### The input
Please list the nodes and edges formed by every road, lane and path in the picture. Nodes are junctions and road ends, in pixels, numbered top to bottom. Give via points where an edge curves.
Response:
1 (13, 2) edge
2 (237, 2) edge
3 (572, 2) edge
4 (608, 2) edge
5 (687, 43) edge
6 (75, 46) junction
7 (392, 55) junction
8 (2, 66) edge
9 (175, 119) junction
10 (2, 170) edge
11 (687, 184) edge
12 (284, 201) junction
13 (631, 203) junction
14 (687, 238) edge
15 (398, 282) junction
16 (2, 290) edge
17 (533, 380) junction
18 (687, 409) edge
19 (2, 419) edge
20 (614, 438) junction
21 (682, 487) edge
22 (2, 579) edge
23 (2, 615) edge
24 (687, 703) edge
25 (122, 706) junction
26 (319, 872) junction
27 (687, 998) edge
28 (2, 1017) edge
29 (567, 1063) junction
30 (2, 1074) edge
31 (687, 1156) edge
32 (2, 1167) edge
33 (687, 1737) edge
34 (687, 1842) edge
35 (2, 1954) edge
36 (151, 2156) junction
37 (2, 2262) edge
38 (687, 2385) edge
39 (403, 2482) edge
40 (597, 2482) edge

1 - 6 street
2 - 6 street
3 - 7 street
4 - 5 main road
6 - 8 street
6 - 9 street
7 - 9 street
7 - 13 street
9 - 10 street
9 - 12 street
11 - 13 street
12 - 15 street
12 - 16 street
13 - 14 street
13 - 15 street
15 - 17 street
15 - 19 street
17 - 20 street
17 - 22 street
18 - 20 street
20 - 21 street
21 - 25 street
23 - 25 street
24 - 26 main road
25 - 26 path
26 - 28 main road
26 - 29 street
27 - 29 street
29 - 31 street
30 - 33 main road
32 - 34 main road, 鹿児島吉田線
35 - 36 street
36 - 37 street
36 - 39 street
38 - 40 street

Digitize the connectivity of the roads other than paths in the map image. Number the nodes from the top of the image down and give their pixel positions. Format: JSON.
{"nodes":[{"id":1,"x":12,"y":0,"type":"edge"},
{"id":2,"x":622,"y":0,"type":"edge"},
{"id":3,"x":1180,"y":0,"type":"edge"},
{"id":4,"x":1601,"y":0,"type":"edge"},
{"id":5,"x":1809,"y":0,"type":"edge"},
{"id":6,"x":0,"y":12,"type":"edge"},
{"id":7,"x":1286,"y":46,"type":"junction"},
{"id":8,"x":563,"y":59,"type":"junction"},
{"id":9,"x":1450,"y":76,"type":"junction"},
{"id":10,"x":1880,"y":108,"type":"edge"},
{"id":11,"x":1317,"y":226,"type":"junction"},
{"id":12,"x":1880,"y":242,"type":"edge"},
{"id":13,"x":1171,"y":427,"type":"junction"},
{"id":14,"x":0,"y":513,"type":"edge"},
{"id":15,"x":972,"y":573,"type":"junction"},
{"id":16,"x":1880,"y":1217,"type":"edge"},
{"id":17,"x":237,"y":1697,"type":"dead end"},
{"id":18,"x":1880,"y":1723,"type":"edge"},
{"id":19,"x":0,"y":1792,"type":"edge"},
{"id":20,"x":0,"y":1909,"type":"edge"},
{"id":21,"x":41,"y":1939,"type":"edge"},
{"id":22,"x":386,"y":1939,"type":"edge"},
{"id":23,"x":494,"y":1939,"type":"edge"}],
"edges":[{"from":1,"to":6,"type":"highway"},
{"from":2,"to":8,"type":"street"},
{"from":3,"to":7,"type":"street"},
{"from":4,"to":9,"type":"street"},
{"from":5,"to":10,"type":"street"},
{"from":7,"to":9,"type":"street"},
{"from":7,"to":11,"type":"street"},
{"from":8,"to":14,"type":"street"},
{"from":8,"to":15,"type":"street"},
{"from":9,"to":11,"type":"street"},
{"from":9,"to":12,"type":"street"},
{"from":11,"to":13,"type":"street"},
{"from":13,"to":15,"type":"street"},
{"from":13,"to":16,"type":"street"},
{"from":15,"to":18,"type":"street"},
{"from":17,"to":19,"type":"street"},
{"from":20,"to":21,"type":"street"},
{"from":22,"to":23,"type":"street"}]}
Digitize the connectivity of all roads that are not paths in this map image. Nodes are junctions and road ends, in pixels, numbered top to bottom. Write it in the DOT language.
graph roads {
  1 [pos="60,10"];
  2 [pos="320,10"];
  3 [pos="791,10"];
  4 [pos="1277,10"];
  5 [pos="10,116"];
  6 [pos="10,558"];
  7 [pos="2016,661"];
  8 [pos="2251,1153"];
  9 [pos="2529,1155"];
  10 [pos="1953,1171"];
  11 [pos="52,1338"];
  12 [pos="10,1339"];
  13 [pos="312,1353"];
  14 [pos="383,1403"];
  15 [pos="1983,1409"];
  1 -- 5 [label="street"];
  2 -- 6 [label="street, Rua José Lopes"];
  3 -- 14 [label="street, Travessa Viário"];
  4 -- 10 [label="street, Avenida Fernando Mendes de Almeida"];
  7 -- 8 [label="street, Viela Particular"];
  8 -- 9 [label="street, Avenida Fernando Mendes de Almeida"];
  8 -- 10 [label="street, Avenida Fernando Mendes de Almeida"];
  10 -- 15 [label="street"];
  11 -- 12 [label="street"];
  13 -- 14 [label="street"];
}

### About this task
Give the number of lines containing "Mendes" in the entries, and no other text.

### Answer space
3